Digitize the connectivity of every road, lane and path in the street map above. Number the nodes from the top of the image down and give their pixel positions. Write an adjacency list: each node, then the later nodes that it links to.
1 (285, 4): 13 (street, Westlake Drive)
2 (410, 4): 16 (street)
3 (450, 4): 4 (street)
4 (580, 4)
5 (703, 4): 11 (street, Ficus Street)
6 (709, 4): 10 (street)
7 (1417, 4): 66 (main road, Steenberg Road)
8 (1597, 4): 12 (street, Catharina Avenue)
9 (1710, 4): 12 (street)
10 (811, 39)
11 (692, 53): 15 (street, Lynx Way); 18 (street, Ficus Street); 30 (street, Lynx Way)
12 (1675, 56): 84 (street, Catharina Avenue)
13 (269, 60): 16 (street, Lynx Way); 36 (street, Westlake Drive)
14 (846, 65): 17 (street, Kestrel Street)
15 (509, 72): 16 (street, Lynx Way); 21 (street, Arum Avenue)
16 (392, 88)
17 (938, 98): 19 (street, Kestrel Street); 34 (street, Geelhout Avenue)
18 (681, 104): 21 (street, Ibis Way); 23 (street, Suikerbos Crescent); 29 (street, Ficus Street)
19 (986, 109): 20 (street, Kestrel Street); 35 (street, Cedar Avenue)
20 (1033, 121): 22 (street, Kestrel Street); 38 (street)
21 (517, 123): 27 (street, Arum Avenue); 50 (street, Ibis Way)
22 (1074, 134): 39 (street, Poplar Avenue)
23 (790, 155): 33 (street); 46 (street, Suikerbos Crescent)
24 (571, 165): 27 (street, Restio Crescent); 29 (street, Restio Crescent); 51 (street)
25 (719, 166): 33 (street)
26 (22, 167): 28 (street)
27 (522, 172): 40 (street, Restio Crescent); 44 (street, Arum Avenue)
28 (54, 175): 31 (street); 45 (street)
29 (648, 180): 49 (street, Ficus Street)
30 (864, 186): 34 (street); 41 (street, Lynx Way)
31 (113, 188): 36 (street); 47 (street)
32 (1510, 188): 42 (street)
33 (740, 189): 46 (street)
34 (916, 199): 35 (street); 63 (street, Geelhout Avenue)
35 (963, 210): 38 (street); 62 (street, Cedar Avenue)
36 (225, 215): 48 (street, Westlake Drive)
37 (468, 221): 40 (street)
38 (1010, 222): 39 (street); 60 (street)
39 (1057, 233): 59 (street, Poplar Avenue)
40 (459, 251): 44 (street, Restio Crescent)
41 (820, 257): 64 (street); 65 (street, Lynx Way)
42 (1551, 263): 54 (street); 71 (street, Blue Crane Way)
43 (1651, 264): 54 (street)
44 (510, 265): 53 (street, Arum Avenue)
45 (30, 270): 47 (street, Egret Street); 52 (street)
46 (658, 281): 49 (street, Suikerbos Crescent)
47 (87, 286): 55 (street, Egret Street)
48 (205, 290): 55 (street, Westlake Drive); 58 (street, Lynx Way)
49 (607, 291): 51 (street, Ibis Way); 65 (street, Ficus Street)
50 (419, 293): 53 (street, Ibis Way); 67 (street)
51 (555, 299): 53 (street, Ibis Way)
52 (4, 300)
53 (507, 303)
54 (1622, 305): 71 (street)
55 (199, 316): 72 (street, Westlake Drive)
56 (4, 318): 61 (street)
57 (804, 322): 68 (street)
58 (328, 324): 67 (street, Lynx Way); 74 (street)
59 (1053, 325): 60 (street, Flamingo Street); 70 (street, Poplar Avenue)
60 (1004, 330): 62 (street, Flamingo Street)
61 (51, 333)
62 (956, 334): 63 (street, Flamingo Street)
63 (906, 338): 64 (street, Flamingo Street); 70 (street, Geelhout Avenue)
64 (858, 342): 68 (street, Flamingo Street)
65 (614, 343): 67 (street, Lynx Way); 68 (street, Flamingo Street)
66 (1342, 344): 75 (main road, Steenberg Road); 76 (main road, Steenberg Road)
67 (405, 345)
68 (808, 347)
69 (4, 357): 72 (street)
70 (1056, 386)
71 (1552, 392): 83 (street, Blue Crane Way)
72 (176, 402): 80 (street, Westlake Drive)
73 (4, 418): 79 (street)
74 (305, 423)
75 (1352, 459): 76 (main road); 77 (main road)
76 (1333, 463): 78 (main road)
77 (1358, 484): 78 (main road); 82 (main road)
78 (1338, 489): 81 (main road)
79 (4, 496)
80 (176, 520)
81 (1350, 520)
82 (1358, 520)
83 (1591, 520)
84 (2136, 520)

○ ○ ○

Work to be completed — Repeat the data exactly, with every line included.

Reply to the exercise —
Digitize the connectivity of every road, lane and path in the street map above. Number the nodes from the top of the image down and give their pixel positions. Write an adjacency list: each node, then the later nodes that it links to.
1 (285, 4): 13 (street, Westlake Drive)
2 (410, 4): 16 (street)
3 (450, 4): 4 (street)
4 (580, 4)
5 (703, 4): 11 (street, Ficus Street)
6 (709, 4): 10 (street)
7 (1417, 4): 66 (main road, Steenberg Road)
8 (1597, 4): 12 (street, Catharina Avenue)
9 (1710, 4): 12 (street)
10 (811, 39)
11 (692, 53): 15 (street, Lynx Way); 18 (street, Ficus Street); 30 (street, Lynx Way)
12 (1675, 56): 84 (street, Catharina Avenue)
13 (269, 60): 16 (street, Lynx Way); 36 (street, Westlake Drive)
14 (846, 65): 17 (street, Kestrel Street)
15 (509, 72): 16 (street, Lynx Way); 21 (street, Arum Avenue)
16 (392, 88)
17 (938, 98): 19 (street, Kestrel Street); 34 (street, Geelhout Avenue)
18 (681, 104): 21 (street, Ibis Way); 23 (street, Suikerbos Crescent); 29 (street, Ficus Street)
19 (986, 109): 20 (street, Kestrel Street); 35 (street, Cedar Avenue)
20 (1033, 121): 22 (street, Kestrel Street); 38 (street)
21 (517, 123): 27 (street, Arum Avenue); 50 (street, Ibis Way)
22 (1074, 134): 39 (street, Poplar Avenue)
23 (790, 155): 33 (street); 46 (street, Suikerbos Crescent)
24 (571, 165): 27 (street, Restio Crescent); 29 (street, Restio Crescent); 51 (street)
25 (719, 166): 33 (street)
26 (22, 167): 28 (street)
27 (522, 172): 40 (street, Restio Crescent); 44 (street, Arum Avenue)
28 (54, 175): 31 (street); 45 (street)
29 (648, 180): 49 (street, Ficus Street)
30 (864, 186): 34 (street); 41 (street, Lynx Way)
31 (113, 188): 36 (street); 47 (street)
32 (1510, 188): 42 (street)
33 (740, 189): 46 (street)
34 (916, 199): 35 (street); 63 (street, Geelhout Avenue)
35 (963, 210): 38 (street); 62 (street, Cedar Avenue)
36 (225, 215): 48 (street, Westlake Drive)
37 (468, 221): 40 (street)
38 (1010, 222): 39 (street); 60 (street)
39 (1057, 233): 59 (street, Poplar Avenue)
40 (459, 251): 44 (street, Restio Crescent)
41 (820, 257): 64 (street); 65 (street, Lynx Way)
42 (1551, 263): 54 (street); 71 (street, Blue Crane Way)
43 (1651, 264): 54 (street)
44 (510, 265): 53 (street, Arum Avenue)
45 (30, 270): 47 (street, Egret Street); 52 (street)
46 (658, 281): 49 (street, Suikerbos Crescent)
47 (87, 286): 55 (street, Egret Street)
48 (205, 290): 55 (street, Westlake Drive); 58 (street, Lynx Way)
49 (607, 291): 51 (street, Ibis Way); 65 (street, Ficus Street)
50 (419, 293): 53 (street, Ibis Way); 67 (street)
51 (555, 299): 53 (street, Ibis Way)
52 (4, 300)
53 (507, 303)
54 (1622, 305): 71 (street)
55 (199, 316): 72 (street, Westlake Drive)
56 (4, 318): 61 (street)
57 (804, 322): 68 (street)
58 (328, 324): 67 (street, Lynx Way); 74 (street)
59 (1053, 325): 60 (street, Flamingo Street); 70 (street, Poplar Avenue)
60 (1004, 330): 62 (street, Flamingo Street)
61 (51, 333)
62 (956, 334): 63 (street, Flamingo Street)
63 (906, 338): 64 (street, Flamingo Street); 70 (street, Geelhout Avenue)
64 (858, 342): 68 (street, Flamingo Street)
65 (614, 343): 67 (street, Lynx Way); 68 (street, Flamingo Street)
66 (1342, 344): 75 (main road, Steenberg Road); 76 (main road, Steenberg Road)
67 (405, 345)
68 (808, 347)
69 (4, 357): 72 (street)
70 (1056, 386)
71 (1552, 392): 83 (street, Blue Crane Way)
72 (176, 402): 80 (street, Westlake Drive)
73 (4, 418): 79 (street)
74 (305, 423)
75 (1352, 459): 76 (main road); 77 (main road)
76 (1333, 463): 78 (main road)
77 (1358, 484): 78 (main road); 82 (main road)
78 (1338, 489): 81 (main road)
79 (4, 496)
80 (176, 520)
81 (1350, 520)
82 (1358, 520)
83 (1591, 520)
84 (2136, 520)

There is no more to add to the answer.